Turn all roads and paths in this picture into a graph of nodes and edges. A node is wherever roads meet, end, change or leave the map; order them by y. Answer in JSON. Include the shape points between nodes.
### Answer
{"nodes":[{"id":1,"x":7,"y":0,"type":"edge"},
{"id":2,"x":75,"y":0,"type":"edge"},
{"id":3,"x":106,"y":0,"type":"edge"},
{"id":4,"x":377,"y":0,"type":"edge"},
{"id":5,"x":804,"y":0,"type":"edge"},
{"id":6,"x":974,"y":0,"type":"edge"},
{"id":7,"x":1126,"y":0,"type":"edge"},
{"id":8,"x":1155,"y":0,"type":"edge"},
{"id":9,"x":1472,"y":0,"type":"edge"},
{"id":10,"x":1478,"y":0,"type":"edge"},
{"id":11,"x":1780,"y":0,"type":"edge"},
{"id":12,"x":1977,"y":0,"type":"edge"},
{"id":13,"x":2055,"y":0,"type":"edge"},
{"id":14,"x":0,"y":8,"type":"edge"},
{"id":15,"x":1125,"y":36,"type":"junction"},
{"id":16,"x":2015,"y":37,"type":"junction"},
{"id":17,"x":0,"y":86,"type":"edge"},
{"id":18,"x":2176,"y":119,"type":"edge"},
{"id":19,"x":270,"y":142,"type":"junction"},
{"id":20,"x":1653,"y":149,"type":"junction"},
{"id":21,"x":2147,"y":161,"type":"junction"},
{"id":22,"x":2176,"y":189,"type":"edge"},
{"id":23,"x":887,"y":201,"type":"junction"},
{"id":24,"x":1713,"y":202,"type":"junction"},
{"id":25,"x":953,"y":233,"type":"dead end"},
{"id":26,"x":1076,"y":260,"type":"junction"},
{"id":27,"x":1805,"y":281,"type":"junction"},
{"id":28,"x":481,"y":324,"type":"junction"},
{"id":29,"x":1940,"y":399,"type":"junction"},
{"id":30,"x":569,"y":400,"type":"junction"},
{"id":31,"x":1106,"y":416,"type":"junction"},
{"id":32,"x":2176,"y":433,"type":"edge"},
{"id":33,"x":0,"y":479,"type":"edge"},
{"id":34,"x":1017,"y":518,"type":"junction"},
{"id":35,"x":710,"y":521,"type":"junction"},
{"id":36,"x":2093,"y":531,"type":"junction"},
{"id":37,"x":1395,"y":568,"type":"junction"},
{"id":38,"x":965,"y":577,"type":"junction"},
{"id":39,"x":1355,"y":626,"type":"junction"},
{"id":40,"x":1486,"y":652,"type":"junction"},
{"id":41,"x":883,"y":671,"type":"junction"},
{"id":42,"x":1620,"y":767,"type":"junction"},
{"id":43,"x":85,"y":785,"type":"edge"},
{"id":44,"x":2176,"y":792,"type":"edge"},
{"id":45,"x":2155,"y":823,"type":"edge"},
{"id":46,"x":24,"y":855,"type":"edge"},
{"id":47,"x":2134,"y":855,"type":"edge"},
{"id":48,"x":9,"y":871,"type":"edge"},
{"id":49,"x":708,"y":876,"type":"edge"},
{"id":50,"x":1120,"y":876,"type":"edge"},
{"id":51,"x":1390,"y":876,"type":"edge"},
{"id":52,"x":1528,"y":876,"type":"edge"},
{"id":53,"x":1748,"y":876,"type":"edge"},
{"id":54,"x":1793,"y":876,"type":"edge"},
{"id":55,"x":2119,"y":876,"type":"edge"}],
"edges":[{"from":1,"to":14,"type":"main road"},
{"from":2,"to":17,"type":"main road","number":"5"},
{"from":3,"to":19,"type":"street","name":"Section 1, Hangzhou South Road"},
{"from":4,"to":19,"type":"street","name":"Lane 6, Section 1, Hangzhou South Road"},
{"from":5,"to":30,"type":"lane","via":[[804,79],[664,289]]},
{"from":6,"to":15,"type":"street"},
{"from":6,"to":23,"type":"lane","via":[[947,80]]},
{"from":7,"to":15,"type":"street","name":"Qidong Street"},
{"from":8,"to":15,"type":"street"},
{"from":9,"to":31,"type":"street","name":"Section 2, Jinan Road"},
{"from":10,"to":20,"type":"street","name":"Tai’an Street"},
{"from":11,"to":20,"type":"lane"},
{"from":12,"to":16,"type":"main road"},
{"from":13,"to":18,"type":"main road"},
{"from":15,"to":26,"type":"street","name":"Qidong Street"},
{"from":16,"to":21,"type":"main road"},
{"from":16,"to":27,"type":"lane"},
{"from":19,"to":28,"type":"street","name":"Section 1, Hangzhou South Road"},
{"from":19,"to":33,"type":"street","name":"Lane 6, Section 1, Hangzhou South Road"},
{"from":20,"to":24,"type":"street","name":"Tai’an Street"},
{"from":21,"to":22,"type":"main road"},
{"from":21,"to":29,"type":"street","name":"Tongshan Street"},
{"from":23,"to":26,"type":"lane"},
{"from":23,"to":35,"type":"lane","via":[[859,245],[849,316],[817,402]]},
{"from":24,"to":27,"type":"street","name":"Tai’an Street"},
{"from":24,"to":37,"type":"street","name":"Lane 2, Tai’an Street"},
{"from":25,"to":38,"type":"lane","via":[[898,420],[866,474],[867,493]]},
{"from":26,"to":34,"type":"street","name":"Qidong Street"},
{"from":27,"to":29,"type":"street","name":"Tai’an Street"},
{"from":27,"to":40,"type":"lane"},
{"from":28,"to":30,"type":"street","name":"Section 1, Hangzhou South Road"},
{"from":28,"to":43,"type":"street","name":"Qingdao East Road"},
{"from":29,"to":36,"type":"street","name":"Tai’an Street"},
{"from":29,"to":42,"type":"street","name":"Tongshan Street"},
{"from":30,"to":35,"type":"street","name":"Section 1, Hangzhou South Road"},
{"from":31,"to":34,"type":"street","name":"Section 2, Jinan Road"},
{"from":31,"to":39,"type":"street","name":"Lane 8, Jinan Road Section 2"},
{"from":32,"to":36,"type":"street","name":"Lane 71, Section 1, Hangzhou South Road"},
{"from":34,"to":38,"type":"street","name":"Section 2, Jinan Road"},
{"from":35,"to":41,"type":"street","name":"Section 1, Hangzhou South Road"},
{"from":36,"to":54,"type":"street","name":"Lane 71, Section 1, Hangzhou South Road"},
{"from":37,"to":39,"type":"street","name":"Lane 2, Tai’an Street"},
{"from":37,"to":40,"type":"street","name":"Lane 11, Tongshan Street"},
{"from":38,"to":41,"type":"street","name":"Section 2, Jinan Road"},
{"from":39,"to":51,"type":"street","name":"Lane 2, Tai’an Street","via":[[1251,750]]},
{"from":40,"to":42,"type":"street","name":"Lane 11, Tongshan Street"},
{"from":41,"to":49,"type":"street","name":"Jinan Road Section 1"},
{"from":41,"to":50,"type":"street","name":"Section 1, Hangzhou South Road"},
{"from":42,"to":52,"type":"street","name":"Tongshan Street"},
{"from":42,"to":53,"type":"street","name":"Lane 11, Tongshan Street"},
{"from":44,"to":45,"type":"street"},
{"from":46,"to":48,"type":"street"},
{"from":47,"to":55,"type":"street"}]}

EXERCISE PROMPT
Each line that includes the string "nodes" should be copied from the data.

YOUR SOLUTION
Turn all roads and paths in this picture into a graph of nodes and edges. A node is wherever roads meet, end, change or leave the map; order them by y. Answer in JSON. Include the shape points between nodes.
{"nodes":[{"id":1,"x":7,"y":0,"type":"edge"},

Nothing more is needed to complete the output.